Collected data entries:
BEGIN

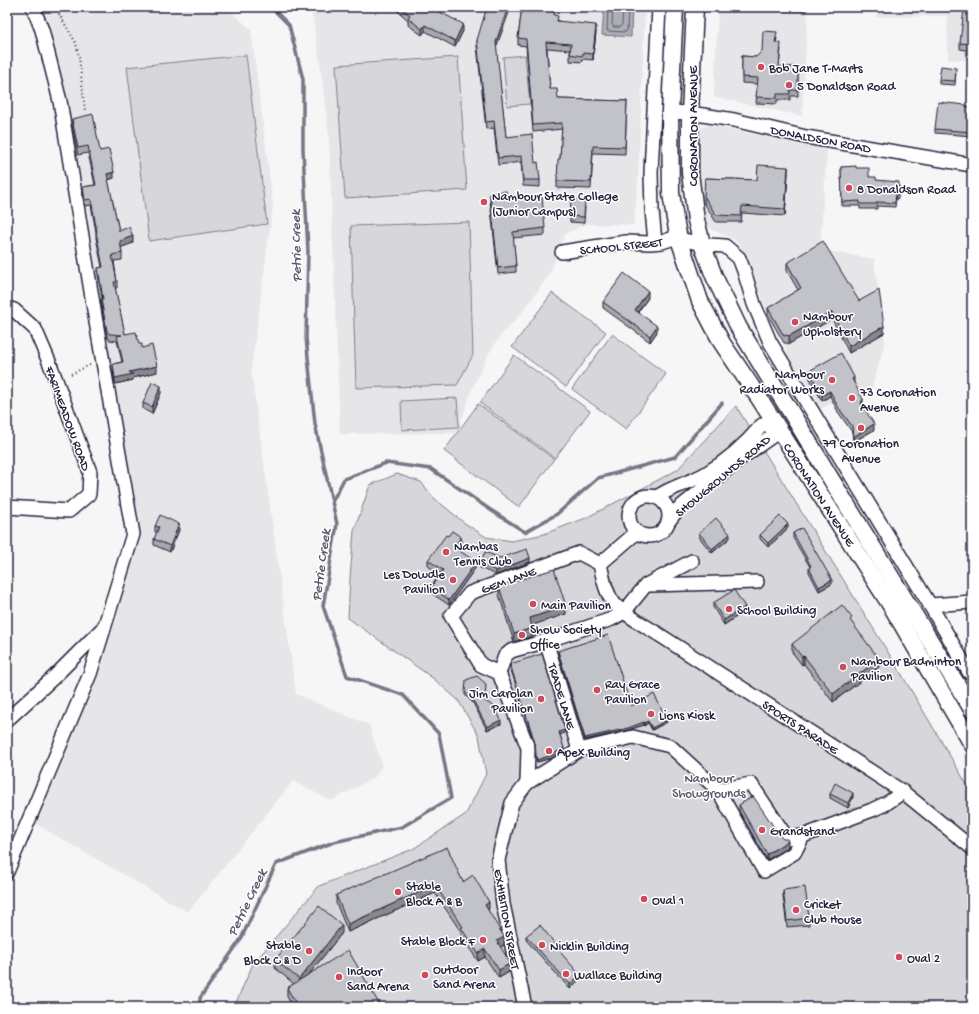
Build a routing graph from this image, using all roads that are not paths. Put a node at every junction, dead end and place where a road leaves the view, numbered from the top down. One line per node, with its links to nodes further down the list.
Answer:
1 (33, 7): 26 (street)
2 (659, 7): 9 (street)
3 (675, 7): 5 (main road, CORONATION AVENUE)
4 (695, 7): 6 (main road, CORONATION AVENUE)
5 (670, 112): 6 (street, DONALDSON ROAD); 8 (main road, CORONATION AVENUE)
6 (690, 113): 7 (street, DONALDSON ROAD); 10 (main road, CORONATION AVENUE)
7 (972, 165)
8 (680, 239): 9 (street, SCHOOL STREET); 10 (street); 14 (main road, CORONATION AVENUE)
9 (655, 242): 11 (street, SCHOOL STREET)
10 (702, 244): 13 (main road, CORONATION AVENUE); 24 (street)
11 (562, 252)
12 (7, 308): 16 (street, FARIMEADOW ROAD)
13 (792, 414): 14 (street); 30 (main road, CORONATION AVENUE)
14 (776, 426): 15 (street, SHOWGROUNDS ROAD); 17 (street, SHOWGROUNDS ROAD); 32 (main road, CORONATION AVENUE)
15 (657, 497): 17 (street); 18 (street)
16 (7, 507)
17 (668, 522): 18 (street)
18 (637, 532): 20 (street)
19 (692, 561): 22 (street)
20 (600, 564): 25 (street); 29 (street, GEM LANE)
21 (757, 582): 22 (street)
22 (646, 585): 25 (street)
23 (972, 602): 24 (street)
24 (930, 605): 28 (street)
25 (624, 612): 27 (street); 36 (street, SPORTS PARADE)
26 (105, 626): 31 (street); 39 (street)
27 (546, 641): 29 (street); 33 (street, TRADE LANE)
28 (969, 672)
29 (499, 673): 34 (street)
30 (972, 709)
31 (7, 720)
32 (972, 744)
33 (579, 750): 34 (street); 35 (street)
34 (527, 783): 40 (street, EXHIBITION STREET)
35 (718, 790): 37 (street); 37 (street)
36 (903, 792): 37 (street); 38 (street, SPORTS PARADE)
37 (803, 836)
38 (972, 848)
39 (7, 872)
40 (525, 1007)

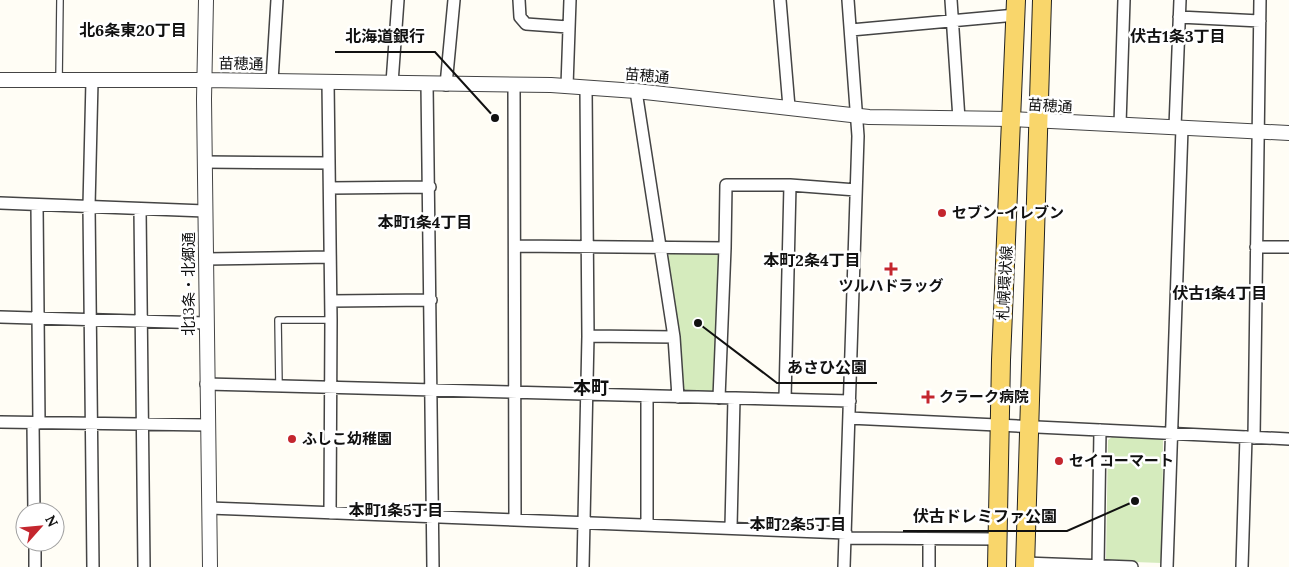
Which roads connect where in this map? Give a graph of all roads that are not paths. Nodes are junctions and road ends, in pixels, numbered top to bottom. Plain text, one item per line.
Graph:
1 (60, 0) edge
2 (206, 0) edge
3 (278, 0) edge
4 (398, 0) edge
5 (454, 0) edge
6 (519, 0) edge
7 (570, 0) edge
8 (780, 0) edge
9 (848, 0) edge
10 (951, 0) edge
11 (1042, 0) edge
12 (1124, 0) edge
13 (1180, 0) edge
14 (1260, 0) edge
15 (1016, 7) edge
16 (1179, 17) junction
17 (953, 20) junction
18 (1260, 21) junction
19 (568, 27) junction
20 (850, 30) junction
21 (0, 80) edge
22 (59, 80) junction
23 (204, 80) junction
24 (92, 81) junction
25 (272, 81) junction
26 (328, 82) junction
27 (392, 83) junction
28 (428, 84) junction
29 (446, 84) junction
30 (514, 86) junction
31 (567, 86) junction
32 (586, 88) junction
33 (636, 91) junction
34 (789, 107) junction
35 (858, 115) junction
36 (959, 119) junction
37 (1011, 119) junction
38 (1039, 122) junction
39 (1120, 124) junction
40 (1179, 128) junction
41 (1258, 132) junction
42 (1289, 133) edge
43 (204, 162) junction
44 (329, 163) junction
45 (790, 185) junction
46 (430, 187) junction
47 (330, 188) junction
48 (856, 190) junction
49 (0, 203) edge
50 (37, 204) junction
51 (89, 206) junction
52 (140, 210) junction
53 (205, 211) junction
54 (515, 246) junction
55 (588, 246) junction
56 (662, 247) junction
57 (1256, 247) junction
58 (1289, 247) edge
59 (726, 248) junction
60 (330, 257) junction
61 (206, 258) junction
62 (431, 300) junction
63 (331, 301) junction
64 (0, 317) edge
65 (37, 318) junction
66 (89, 320) junction
67 (331, 320) junction
68 (141, 322) junction
69 (206, 323) junction
70 (588, 336) junction
71 (674, 337) junction
72 (206, 384) junction
73 (279, 386) junction
74 (331, 389) junction
75 (432, 391) junction
76 (515, 392) junction
77 (587, 394) junction
78 (647, 397) junction
79 (678, 397) junction
80 (719, 398) junction
81 (734, 398) junction
82 (785, 399) junction
83 (850, 401) junction
84 (849, 418) junction
85 (0, 422) edge
86 (92, 422) junction
87 (36, 423) junction
88 (142, 424) junction
89 (208, 425) junction
90 (1001, 426) junction
91 (1029, 427) junction
92 (1100, 430) junction
93 (1171, 435) junction
94 (1250, 438) junction
95 (1289, 439) edge
96 (34, 502) edge
97 (209, 508) junction
98 (330, 513) junction
99 (433, 518) junction
100 (515, 520) junction
101 (584, 522) junction
102 (647, 524) junction
103 (731, 527) junction
104 (845, 535) junction
105 (929, 539) junction
106 (998, 539) junction
107 (35, 552) edge
108 (1025, 565) edge
109 (1098, 566) edge
110 (35, 567) edge
111 (93, 567) edge
112 (144, 567) edge
113 (210, 567) edge
114 (433, 567) edge
115 (583, 567) edge
116 (844, 567) edge
117 (929, 567) edge
118 (997, 567) edge
119 (1132, 567) edge
120 (1167, 567) edge
121 (1242, 567) edge

1 - 22 lane
2 - 23 street, 北13条・北郷通
3 - 25 street
4 - 27 street
5 - 29 street
6 - 19 street
7 - 19 street
8 - 34 street
9 - 20 street
10 - 17 street
11 - 38 main road, 札幌環状線
12 - 39 street
13 - 16 street
14 - 18 street
15 - 17 street
15 - 37 main road, 札幌環状線
16 - 18 street
16 - 40 street
17 - 20 street
17 - 36 street
18 - 41 street
19 - 31 street
20 - 35 street
21 - 22 street, 苗穂通
22 - 24 street, 苗穂通
23 - 24 street, 苗穂通
23 - 25 street, 苗穂通
23 - 43 street, 北13条・北郷通
24 - 51 street
25 - 26 street, 苗穂通
26 - 27 street, 苗穂通
26 - 44 street
27 - 28 street, 苗穂通
28 - 29 street, 苗穂通
28 - 46 street
29 - 30 street, 苗穂通
30 - 31 street, 苗穂通
30 - 54 street
31 - 32 street, 苗穂通
32 - 33 street, 苗穂通
32 - 55 street
33 - 34 street, 苗穂通
33 - 56 street
34 - 35 street, 苗穂通
35 - 36 street, 苗穂通
35 - 48 street
36 - 37 street, 苗穂通
37 - 38 street, 苗穂通
37 - 90 main road, 札幌環状線
38 - 39 street, 苗穂通
38 - 91 main road, 札幌環状線
39 - 40 street, 苗穂通
40 - 41 street, 苗穂通
40 - 93 street
41 - 42 street, 苗穂通
41 - 57 street
43 - 44 street
43 - 53 street, 北13条・北郷通
44 - 47 street
45 - 48 street
45 - 59 street
45 - 82 street
46 - 47 street
46 - 62 street
47 - 60 street
48 - 83 street
49 - 50 street
50 - 51 street
50 - 65 street
51 - 52 street
51 - 66 street
52 - 53 street
52 - 68 street
53 - 61 street, 北13条・北郷通
54 - 55 street
54 - 76 street
55 - 56 street
55 - 70 street
56 - 59 street
56 - 71 street
57 - 58 street
57 - 94 street
59 - 80 street
60 - 61 street
60 - 63 street
61 - 69 street, 北13条・北郷通
62 - 63 street
62 - 75 street
63 - 67 street
64 - 65 street
65 - 66 street
65 - 87 street
66 - 68 street
66 - 86 street
67 - 73 lane
67 - 74 street
68 - 69 street
68 - 88 street
69 - 72 street, 北13条・北郷通
70 - 71 street
70 - 77 street
71 - 79 street
72 - 73 street
72 - 89 street, 北13条・北郷通
73 - 74 street
74 - 75 street
74 - 98 street
75 - 76 street
75 - 99 street
76 - 77 street
76 - 100 street
77 - 78 street
77 - 101 street
78 - 79 street
78 - 102 street
79 - 80 street
80 - 81 street
81 - 82 street
81 - 103 street
82 - 83 street
83 - 84 street
84 - 90 street
84 - 104 street
85 - 87 street
86 - 87 street
86 - 88 street
86 - 111 street
87 - 96 street
88 - 89 street
88 - 112 street
89 - 97 street, 北13条・北郷通
90 - 91 street
90 - 106 main road, 札幌環状線
91 - 92 street
91 - 108 main road, 札幌環状線
92 - 93 street
92 - 109 street
93 - 94 street
93 - 120 street
94 - 95 street
94 - 121 street
97 - 98 street
97 - 113 street, 北13条・北郷通
98 - 99 street
99 - 100 street
99 - 114 street
100 - 101 street
101 - 102 street
101 - 115 street
102 - 103 street
103 - 104 street
104 - 105 street
104 - 116 street
105 - 106 street
105 - 117 street
106 - 118 main road, 札幌環状線
107 - 110 street
108 - 109 street
109 - 119 street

END

→ **Exercise directions**:
Report how many lines of the entries hold the word "SCHOOL". Nothing else is needed.

→ **Expected answer**:
2